This article is written by a student writer from the Her Campus at Maryland chapter.

As an international student from Indonesia studying at a public university in Maryland, my first two years in college was hard.

It’s easy to fall into the trap of wanting to reinvent yourself in college. With the new people around you, the change in scenery, and independence, you’re tempted to leave the past locked up.

Photo by Tim Gouw on Unsplash

I wanted to let go of all the mistakes I had made back home and start with a clean slate. Of course, that didn’t work out. Now at the start of my junior year, I wonder what it would’ve been like if I hadn’t tried so hard to shut out where I came from.

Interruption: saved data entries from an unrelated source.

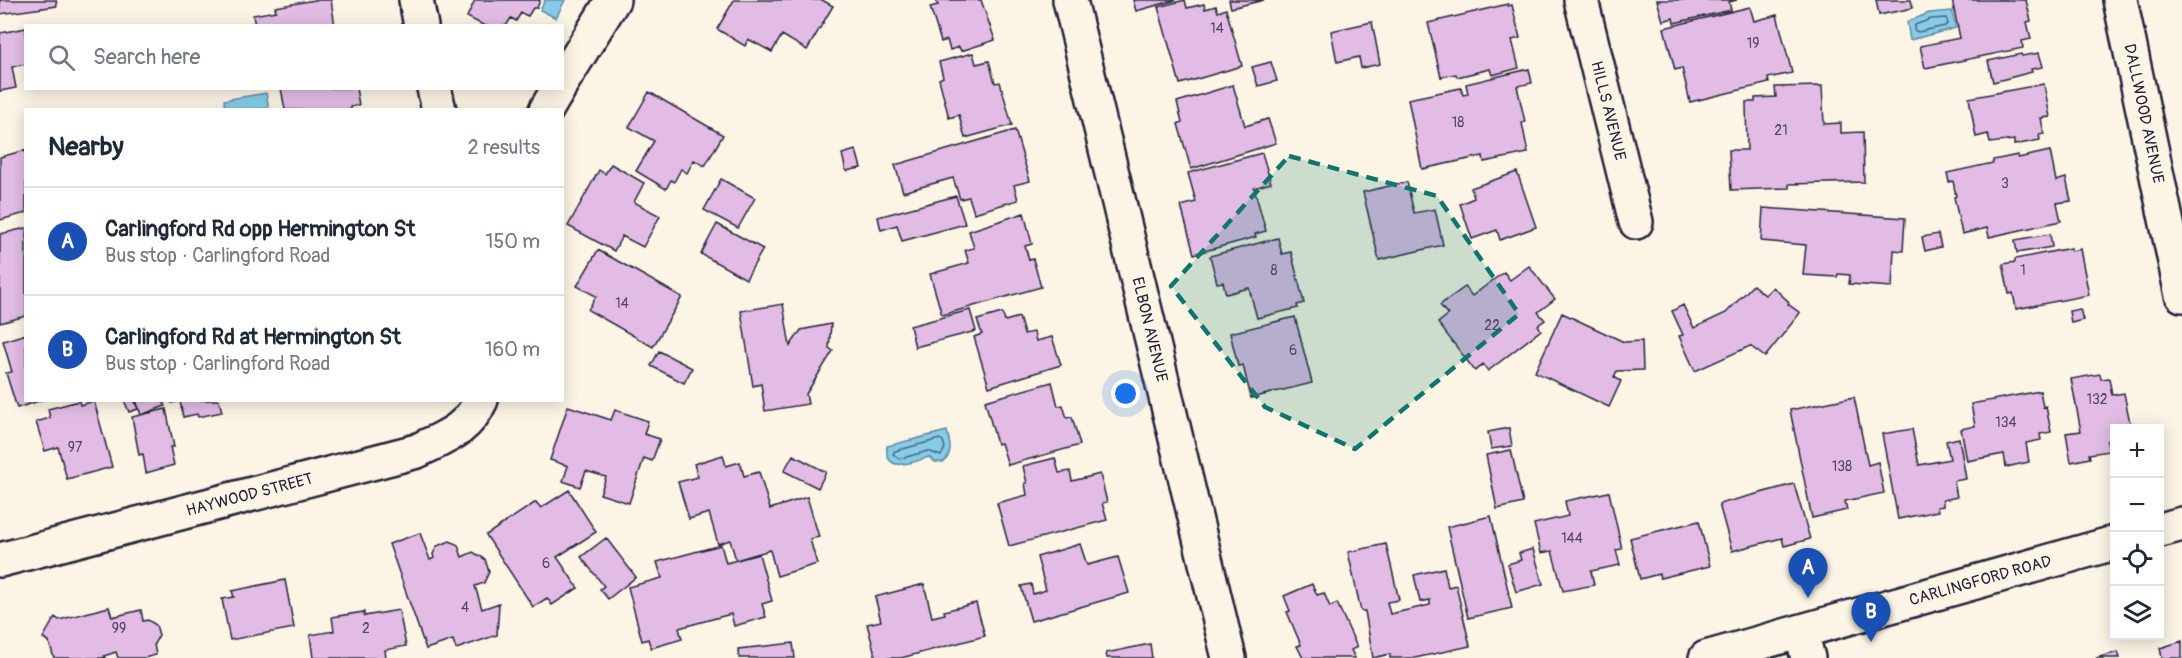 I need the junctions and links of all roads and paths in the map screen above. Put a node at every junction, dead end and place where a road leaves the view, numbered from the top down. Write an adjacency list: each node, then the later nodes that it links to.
1 (416, 0): 6 (street)
2 (613, 0): 7 (street)
3 (1070, 0): 20 (street, ELBON AVENUE)
4 (1581, 0): 12 (street, HILLS AVENUE)
5 (2120, 0): 13 (street, DALLWOOD AVENUE)
6 (421, 24)
7 (564, 79)
8 (434, 90): 10 (street)
9 (558, 90): 11 (street)
10 (439, 108)
11 (547, 108)
12 (1636, 222)
13 (2182, 295)
14 (481, 402): 18 (street, HAYWOOD STREET)
15 (2182, 524): 16 (street)
16 (2164, 529)
17 (2110, 545): 19 (street, CARLINGFORD ROAD)
18 (0, 560)
19 (1804, 645): 21 (street, CARLINGFORD ROAD)
20 (1229, 658)
21 (1706, 658)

Photo by Jash Chhabria on Unsplash

I grew up in the city of Jakarta and went to a British school. I was surrounded by other privileged Indonesian kids as well as expats. I always knew I was going to be able to afford college and the thought of where to go never concerned me which is why I didn’t realize the impact of going to a college where no one shared the same experience I had growing up was going to be challenging.

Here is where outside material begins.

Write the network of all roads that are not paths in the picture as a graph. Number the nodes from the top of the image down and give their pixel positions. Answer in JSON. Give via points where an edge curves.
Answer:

I don’t resent choosing the school I’m in, but I do regret not being honest about who I am to the new people I’ve met. (Most of the people I met were born and raised in Maryland. Some grew up having alpacas on their farms). I couldn’t relate to them and their values differed from mine. I wanted to be in D.C. on Friday nights at Happy Hour eating $7 kale nachos while all the freshies wanted to get wasted at the bars near campus. I feared the rejection of saying what I wanted and was afraid to ask if anyone else would to do what I wanted. I didn’t want to be vulnerable.

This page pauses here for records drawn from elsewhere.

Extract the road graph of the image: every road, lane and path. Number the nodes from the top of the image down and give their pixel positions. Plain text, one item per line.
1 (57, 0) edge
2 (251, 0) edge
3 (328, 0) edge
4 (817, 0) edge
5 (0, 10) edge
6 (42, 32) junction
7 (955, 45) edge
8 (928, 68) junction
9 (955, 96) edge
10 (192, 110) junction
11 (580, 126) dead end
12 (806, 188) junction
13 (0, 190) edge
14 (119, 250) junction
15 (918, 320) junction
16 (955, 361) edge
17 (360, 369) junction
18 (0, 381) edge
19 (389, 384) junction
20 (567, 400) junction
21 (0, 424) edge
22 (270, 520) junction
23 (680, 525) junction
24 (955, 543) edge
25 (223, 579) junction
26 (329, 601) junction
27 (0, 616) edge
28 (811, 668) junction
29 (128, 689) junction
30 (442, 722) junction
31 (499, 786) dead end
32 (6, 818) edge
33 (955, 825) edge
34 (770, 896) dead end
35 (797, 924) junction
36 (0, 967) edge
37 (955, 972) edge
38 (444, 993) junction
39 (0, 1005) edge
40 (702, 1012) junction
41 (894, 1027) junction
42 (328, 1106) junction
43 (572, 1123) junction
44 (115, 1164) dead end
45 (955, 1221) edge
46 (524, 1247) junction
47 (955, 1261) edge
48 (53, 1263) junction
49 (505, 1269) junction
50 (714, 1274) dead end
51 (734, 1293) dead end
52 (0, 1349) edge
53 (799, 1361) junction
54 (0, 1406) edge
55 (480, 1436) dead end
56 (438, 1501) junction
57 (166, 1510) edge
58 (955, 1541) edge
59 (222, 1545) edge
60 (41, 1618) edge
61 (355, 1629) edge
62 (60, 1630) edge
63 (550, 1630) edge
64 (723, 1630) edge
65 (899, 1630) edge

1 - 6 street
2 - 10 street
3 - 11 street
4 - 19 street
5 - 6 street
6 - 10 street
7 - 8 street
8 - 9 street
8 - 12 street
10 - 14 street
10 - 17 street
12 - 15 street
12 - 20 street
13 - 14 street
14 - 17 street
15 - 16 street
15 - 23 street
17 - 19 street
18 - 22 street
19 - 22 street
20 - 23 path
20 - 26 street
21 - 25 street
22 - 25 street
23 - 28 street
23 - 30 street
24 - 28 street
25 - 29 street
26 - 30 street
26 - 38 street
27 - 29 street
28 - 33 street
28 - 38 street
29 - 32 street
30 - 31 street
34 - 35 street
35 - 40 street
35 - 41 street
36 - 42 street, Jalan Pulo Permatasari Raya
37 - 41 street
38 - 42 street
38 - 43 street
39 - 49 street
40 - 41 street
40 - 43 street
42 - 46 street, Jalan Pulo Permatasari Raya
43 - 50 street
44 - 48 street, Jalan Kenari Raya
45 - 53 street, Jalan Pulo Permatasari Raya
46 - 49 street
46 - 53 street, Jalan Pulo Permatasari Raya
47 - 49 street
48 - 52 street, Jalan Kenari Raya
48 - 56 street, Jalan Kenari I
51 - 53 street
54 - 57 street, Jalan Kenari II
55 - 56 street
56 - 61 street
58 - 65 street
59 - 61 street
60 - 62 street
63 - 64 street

Photo by Eaters Collective on Unsplash

It’s definitely hard to stand out in a crowd where everyone wants to fit in and find commonalities because it’s so easy to feel alone in college despite there being thousands of students around you. I felt this sense of loneliness every day and it was like poison burning inside me. I couldn’t find deep meaningful relationships because people didn’t understand me. To sum it up, it was hard for me to simply say:

Hey. I’m not from here. I’m different… and yes I don’t have an accent.

I’m going to be a junior in the fall and my goal is to be able to put a little more of myself out there. I want to be confident and live my life the way I want to without fear of judgment and affirmation from others. I know it’ll be an ongoing process, but reflecting on my last two years of experience I want to be able to explore and grow my own understanding of the world around me and myself, before working a 9 to 5 desk job and drinking wine in my free time.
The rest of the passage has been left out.